Thousands of households in Jackson County are facing an affordable housing crisis. In the next few months, the cities of Medford, Phoenix, Eagle Point, Central Point and Talent have an opportunity to take action. Residents will be able to help shape changes that will affect these cities for decades to come.
Every city in Oregon is required by state law to have local plans that “encourage the availability of adequate numbers of needed housing units at price ranges and rent levels which are commensurate with the financial capabilities of Oregon households.” The Jackson County cities listed above have been conducting reviews of their plans, and all have found significant shortages of housing types that are affordable for many residents.
That comes as no surprise to anyone who has read the paper or tried to rent a home recently. Currently one in every three renters in Jackson County — and three-quarters of low-income renters — are paying more than 50 percent of their income in rent, leaving little for other necessities like food, transportation and health care. Housing vouchers are going unused for years at a time because affordable units aren’t available. Jackson County has more homeless youth than any other county in the state except Multnomah. Rents have increased 68 percent in the past three years alone.
These problems affect working people across the region. They are tearing our communities apart and will drag our economy down if we don’t find solutions.
Starting with Medford later this month, the cities are about to start a series of public hearings to revise the housing policies in their land-use plans. They will need to show local residents that they are doing everything possible to address the affordable housing crisis within their borders.
In the past, public policy decisions like these have typically been dominated by those with a vested financial interest in the outcome — developers, Realtors and large-scale landlords. Although working families, seniors, veterans, people with disabilities and other residents greatly outnumber the few who speak for the industry, the voices of those whose everyday lives are affected the most are rarely heard.
Fortunately, there are positive, constructive steps that local cities can take, drawing on proven experience in other communities. Here are just a few examples:
- Encourage the addition of more cottage-type housing in residential zones.
- Allow developers to build additional homes — such as going from a duplex to a triplex, or allowing more cottages in a cottage cluster — if some of them are affordable.
- Reduce or waive fees for affordable housing projects.
- Make it easier for nonprofit affordable housing organizations to help fill the need.
- Enact a small construction excise tax to raise funds to support creation of more housing options.
- Require that in any development above a certain number of homes or apartments, a certain percentage be affordable.
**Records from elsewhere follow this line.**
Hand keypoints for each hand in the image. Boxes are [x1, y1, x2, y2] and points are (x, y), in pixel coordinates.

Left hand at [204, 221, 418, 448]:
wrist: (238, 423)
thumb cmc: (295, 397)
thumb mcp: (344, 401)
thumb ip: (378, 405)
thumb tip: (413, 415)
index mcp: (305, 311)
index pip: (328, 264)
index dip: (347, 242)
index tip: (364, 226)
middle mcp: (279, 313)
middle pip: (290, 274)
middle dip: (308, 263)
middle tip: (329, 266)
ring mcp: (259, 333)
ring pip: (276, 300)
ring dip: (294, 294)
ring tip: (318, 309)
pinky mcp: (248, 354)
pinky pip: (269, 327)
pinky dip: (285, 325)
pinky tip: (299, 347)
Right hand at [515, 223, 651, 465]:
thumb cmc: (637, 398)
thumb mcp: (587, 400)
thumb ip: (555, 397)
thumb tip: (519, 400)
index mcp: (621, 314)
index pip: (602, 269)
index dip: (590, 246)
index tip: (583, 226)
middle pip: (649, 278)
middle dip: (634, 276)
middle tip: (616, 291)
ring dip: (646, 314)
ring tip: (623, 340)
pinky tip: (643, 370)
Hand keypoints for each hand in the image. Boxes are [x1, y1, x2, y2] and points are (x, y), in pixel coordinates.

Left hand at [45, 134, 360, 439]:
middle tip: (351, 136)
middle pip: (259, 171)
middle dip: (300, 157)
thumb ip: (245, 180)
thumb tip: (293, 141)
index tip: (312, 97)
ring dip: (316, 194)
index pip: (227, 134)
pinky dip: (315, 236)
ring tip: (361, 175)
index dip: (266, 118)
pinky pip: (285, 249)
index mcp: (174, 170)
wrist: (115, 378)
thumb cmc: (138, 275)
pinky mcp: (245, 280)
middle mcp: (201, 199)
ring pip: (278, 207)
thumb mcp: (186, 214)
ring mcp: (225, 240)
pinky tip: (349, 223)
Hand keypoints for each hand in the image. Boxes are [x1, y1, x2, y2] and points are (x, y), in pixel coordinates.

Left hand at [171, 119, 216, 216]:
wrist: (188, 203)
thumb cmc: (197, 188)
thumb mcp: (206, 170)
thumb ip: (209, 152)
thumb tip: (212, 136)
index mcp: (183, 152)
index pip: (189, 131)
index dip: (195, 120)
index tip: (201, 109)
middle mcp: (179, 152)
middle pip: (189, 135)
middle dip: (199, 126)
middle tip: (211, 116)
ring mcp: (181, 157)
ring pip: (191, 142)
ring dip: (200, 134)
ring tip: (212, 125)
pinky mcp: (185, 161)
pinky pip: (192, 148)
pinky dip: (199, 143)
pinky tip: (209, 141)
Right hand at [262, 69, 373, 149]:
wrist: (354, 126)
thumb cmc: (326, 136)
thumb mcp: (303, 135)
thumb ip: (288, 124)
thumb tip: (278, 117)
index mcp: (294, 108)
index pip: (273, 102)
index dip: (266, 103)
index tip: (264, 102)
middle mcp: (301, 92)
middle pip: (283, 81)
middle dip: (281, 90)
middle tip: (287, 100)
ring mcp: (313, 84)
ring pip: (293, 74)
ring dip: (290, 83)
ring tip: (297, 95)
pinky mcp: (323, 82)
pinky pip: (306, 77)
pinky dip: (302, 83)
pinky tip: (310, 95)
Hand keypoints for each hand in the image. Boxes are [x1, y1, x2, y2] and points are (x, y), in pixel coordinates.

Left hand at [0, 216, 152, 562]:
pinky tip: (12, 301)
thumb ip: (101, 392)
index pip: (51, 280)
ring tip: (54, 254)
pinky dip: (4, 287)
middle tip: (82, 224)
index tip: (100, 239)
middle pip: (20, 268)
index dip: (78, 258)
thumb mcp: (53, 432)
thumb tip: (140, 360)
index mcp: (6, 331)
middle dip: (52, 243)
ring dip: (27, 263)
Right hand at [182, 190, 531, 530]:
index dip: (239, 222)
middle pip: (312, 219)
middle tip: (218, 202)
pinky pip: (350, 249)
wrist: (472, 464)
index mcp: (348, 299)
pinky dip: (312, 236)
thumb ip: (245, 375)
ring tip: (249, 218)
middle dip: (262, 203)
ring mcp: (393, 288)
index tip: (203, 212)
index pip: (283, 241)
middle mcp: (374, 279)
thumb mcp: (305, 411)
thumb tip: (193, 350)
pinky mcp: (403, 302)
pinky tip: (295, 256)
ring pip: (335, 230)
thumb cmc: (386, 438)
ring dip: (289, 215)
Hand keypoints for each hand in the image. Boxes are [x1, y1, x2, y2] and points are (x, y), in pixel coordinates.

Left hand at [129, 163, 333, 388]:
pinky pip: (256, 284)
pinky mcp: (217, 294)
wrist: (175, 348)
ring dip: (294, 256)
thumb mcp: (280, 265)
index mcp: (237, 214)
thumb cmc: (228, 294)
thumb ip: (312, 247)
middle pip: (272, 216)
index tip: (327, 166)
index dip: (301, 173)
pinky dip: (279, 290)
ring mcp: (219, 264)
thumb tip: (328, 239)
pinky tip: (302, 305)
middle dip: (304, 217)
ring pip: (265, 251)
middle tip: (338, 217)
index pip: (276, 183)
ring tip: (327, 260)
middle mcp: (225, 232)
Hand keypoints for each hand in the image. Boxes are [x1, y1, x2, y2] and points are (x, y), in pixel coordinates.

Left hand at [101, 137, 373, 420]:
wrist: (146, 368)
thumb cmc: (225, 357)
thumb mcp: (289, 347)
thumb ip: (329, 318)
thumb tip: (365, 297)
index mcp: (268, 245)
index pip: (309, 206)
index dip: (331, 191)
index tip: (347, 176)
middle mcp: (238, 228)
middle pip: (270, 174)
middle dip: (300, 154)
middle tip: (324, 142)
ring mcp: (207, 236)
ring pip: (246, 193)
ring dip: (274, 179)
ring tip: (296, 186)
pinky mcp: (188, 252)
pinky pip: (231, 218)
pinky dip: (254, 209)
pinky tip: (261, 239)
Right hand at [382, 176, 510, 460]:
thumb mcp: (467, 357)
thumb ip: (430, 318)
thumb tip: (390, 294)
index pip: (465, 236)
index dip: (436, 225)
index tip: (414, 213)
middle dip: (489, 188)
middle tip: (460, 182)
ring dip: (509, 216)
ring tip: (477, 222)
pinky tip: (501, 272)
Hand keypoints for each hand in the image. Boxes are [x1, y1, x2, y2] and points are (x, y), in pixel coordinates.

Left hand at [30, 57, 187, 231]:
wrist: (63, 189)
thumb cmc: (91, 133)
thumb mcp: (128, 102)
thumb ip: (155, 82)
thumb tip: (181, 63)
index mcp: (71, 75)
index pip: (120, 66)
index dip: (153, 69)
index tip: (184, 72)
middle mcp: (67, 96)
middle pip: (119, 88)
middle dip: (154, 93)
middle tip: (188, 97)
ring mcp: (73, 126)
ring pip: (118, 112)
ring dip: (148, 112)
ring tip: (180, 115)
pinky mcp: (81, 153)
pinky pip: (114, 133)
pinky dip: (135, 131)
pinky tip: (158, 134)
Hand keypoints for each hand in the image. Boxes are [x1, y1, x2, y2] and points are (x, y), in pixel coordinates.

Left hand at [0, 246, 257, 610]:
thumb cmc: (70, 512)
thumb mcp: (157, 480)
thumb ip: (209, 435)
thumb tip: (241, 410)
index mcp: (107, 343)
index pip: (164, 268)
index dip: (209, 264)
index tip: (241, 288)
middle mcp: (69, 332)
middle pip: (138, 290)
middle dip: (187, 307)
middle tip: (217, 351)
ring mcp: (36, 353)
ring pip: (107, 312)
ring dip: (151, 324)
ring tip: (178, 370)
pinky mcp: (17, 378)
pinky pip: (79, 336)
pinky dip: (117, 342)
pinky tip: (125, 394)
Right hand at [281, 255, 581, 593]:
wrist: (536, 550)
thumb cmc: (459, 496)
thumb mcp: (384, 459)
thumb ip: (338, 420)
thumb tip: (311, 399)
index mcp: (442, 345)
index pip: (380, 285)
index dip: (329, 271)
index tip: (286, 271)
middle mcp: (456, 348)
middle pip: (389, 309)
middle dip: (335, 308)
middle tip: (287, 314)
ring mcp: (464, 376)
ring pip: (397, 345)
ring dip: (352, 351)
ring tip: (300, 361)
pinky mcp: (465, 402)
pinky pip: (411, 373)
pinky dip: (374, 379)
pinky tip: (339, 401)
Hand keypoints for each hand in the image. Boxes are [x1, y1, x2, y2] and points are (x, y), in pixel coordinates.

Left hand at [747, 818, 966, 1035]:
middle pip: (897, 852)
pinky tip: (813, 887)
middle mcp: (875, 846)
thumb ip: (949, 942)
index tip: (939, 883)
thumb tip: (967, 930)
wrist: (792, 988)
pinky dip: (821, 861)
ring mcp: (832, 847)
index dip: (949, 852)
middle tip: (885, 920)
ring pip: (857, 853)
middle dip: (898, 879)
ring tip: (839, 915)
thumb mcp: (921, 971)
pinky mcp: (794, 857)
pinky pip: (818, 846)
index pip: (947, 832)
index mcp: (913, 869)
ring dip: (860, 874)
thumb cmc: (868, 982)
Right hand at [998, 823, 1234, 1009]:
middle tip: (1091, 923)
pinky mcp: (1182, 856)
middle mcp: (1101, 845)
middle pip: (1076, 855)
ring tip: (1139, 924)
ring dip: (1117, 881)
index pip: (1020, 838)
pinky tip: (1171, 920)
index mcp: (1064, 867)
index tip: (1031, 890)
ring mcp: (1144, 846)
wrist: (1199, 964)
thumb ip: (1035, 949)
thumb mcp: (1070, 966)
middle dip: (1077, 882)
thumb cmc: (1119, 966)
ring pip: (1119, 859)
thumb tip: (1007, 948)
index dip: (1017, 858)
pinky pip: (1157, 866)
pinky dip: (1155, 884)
The problem is not a lack of solutions. What is needed is for city councils to act in the broader public interest.
The rental market must be stabilized to prevent a further increase in homelessness and ensure that households have enough money left over for basics. The Legislature will likely consider new tools for short- and mid-term stabilization. For the long term, increasing the supply of affordable rental housing is critical. If we don’t do that, we’ll still be having this discussion 20 years from now.
The hearings that are coming up in local cities are our best chance to get started down that path — but it is critical that the voices of those most affecgted by these decision are heard. We strongly encourage residents to look out for and participate in their own cities — starting with Medford on Thursday, Feb. 15, at the regularly scheduled City Council meeting.
A recent Mail Tribune guest opinion representing the local Realtors association said that a “progressive approach would not only work, but would be supported by many.” The next few months will tell whether Realtors, developers and landlords are ready to work with local communities to, as that column said, “be part of the solution and not the problem.”
The first step is for decision-makers to hear from everyone who is affected.
— Michelle Glass is director of the Rogue Action Center. Greg Holmes is the Southern Oregon planning advocate for 1000 Friends of Oregon.